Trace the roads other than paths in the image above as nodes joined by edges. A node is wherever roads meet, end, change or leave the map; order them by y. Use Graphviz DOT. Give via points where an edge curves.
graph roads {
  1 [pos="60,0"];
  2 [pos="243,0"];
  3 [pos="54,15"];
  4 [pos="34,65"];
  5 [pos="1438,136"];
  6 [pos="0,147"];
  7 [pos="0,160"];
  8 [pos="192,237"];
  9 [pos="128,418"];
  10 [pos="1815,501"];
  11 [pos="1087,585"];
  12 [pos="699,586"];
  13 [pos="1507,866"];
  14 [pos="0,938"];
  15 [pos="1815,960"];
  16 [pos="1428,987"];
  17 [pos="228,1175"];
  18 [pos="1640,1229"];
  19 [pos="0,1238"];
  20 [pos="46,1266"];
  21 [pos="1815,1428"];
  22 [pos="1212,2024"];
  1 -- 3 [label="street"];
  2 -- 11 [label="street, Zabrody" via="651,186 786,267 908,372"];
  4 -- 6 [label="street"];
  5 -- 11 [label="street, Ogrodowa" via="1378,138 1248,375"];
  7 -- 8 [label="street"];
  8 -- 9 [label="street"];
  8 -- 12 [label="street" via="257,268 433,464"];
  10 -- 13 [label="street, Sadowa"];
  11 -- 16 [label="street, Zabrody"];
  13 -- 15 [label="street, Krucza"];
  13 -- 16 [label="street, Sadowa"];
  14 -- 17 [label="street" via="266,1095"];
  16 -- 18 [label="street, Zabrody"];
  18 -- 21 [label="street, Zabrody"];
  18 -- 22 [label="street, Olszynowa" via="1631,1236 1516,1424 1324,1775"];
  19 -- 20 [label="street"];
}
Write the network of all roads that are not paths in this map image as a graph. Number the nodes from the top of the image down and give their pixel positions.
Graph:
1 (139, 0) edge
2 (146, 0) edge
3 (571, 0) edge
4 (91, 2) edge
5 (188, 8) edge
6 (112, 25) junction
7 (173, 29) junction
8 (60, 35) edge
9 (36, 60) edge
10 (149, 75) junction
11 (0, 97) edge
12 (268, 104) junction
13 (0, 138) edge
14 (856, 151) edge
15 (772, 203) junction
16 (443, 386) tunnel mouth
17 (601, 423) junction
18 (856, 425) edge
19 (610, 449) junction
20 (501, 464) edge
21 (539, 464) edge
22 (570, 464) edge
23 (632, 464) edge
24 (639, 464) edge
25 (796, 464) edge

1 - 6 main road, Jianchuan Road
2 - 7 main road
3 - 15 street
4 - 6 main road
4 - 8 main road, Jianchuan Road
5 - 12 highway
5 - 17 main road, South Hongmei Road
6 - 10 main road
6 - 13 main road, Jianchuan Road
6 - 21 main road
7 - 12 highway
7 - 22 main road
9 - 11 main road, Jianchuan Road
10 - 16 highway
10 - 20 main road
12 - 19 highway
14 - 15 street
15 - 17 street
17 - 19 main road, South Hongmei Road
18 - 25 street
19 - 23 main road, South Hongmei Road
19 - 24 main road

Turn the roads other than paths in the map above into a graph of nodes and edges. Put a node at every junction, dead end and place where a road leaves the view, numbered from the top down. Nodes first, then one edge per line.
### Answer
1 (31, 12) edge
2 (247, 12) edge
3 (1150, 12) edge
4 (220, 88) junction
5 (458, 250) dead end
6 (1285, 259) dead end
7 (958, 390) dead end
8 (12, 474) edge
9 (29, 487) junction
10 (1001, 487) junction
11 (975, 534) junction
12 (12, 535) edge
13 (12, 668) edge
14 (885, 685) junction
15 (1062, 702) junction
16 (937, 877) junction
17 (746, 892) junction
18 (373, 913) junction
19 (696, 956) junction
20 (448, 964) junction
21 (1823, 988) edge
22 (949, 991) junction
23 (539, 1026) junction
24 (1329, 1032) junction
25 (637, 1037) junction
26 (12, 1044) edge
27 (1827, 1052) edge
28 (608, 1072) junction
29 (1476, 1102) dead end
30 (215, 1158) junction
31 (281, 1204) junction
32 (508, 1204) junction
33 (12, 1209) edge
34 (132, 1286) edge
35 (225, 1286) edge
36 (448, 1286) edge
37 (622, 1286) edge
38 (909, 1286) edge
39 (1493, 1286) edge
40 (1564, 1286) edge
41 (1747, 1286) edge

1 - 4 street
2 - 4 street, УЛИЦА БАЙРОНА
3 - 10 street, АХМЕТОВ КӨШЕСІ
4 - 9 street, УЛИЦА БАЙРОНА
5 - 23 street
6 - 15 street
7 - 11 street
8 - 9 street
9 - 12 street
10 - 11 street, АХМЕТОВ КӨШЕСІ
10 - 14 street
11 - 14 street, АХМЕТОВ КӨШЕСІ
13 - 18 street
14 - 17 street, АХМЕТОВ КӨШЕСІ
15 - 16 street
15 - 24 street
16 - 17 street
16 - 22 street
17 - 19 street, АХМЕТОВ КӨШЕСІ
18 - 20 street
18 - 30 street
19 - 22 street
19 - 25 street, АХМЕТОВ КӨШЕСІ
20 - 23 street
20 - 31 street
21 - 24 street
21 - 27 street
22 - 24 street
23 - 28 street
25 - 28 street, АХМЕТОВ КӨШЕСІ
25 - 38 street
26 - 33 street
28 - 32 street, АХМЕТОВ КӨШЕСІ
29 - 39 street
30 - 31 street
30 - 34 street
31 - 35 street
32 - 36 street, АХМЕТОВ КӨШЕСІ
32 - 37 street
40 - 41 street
----------------
Show all lines in the preceding material that have "roads" in them.

- [WRITTEN ANSWER]
Trace the roads other than paths in the image above as nodes joined by edges. A node is wherever roads meet, end, change or leave the map; order them by y. Use Graphviz DOT. Give via points where an edge curves.
graph roads {
Write the network of all roads that are not paths in this map image as a graph. Number the nodes from the top of the image down and give their pixel positions.
Turn the roads other than paths in the map above into a graph of nodes and edges. Put a node at every junction, dead end and place where a road leaves the view, numbered from the top down. Nodes first, then one edge per line.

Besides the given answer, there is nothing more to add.